Six of our sister circuits that have addressed this issue have limited their conclusion of constitutionality either to cases that involve a continuing course of conduct or to cases in which the offenses are sufficiently similar to be subject to “grouping” under the Guidelines. See United States v. Duane, 533 F.3d 441, 449 (6th Cir.2008) (concluding the “better argument in favor of § 1B1.11(b)(3)’s constitutionality” to be “that a Guidelines revision, § 1B1.11(b)(3) itself, and the § 3D 1.2(d) grouping rules provide a criminal fair warning that committing future similar crimes may subject him to increased penalties for similar prior offenses”); United States v. Sullivan, 255 F.3d 1256, 1262-63 (10th Cir.2001) (“[T]he grouping rules and the relevant conduct provisions gave [the defendant] notice that his three consecutive failures to file would be considered part of the same course of conduct and would collectively determine his sentence.”); Vivit, 214 F.3d at 919 (deciding that the Guidelines, including in particular the grouping rules, succeed in “providing] notice to criminals that engaging in ongoing fraudulent behavior involving the same type of harm risks grouping of convictions, which because of the one-book rule, will all be sentenced according to the Guidelines in effect when the latest conduct occurred.”); United States v. Kimler, 167 F.3d 889, 895 (5th Cir.1999) (“[The defendant] had proper notice that, if he continued to commit related offenses that would be grouped under § 3D1.2(d), he would be sentenced under the guidelines in use when he committed the last offense in the grouped series.”); Bailey, 123 F.3d at 1404-05 (“[T]he one book rule, together with the Guidelines grouping rules and relevant conduct, provide that related offenses committed in a series will be sentenced together under the Sentenc*645ing Guidelines Manual in effect at the end of the series. Thus, a defendant knows, when he continues to commit related crimes, that he risks sentencing for all of his offenses under the latest, amended Sentencing Guidelines Manual.”); United States v. Regan, 989 F.2d 44, 48 (1st Cir.1993) (deciding, before the establishment of the one-book rule, that it was not an ex post facto violation to use revised Guidelines where offenses committed prior to revision had been grouped with offenses committed after the revision and “were manifestly part of the same ongoing scheme of embezzlements”).
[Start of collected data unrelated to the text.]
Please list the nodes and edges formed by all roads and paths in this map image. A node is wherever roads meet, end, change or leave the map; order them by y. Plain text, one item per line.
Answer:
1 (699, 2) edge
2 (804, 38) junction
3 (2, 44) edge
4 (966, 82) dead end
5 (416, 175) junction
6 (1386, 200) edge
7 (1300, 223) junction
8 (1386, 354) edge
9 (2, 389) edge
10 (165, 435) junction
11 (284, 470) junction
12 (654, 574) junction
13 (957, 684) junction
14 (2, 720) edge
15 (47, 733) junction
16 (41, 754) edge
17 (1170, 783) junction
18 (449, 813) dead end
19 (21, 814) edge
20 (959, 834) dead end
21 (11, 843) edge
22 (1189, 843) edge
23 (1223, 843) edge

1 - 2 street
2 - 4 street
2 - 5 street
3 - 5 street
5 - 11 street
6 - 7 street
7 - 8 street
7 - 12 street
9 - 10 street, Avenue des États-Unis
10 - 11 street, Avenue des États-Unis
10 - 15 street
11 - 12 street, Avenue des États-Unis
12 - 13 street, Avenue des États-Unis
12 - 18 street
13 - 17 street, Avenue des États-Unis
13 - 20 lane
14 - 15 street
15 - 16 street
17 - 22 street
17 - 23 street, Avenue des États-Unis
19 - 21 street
Two other circuits have found the one-book rule to be constitutional even in cases not involving continuing courses of conduct or grouped offenses. These circuits only reached a conclusion of constitutionality, however, in cases that involved repeated commission of the same offense before and after the revision of the Guidelines. See United States v. Lewis, 235 F.3d 215, 218 (4th Cir.2000) (finding the application of the one-book rule to be constitutional in a case involving multiple acts of tax evasion before and after a revision of the Guidelines); United States v. Cooper, 35 F.3d 1248, 1251 (8th Cir.1995) (concluding that the Ex Post Facto clause was not violated where “a series of firearms offenses” straddled a revision of the Guidelines, and comparing series of offenses to a “conspiracy that straddles the Sentencing Guidelines’ effective date”).

The two remaining circuits that have addressed this issue9 have unequivocally concluded, to the contrary, that the one-book rule is unconstitutional in these circumstances, even where the convictions that straddle a revision of the Guidelines are grouped for sentencing purposes. See United States v. Ortland, 109 F.3d 539 (9th Cir.1997); United States v. Bertoli, 40 F.3d 1384 (3d Cir.1994).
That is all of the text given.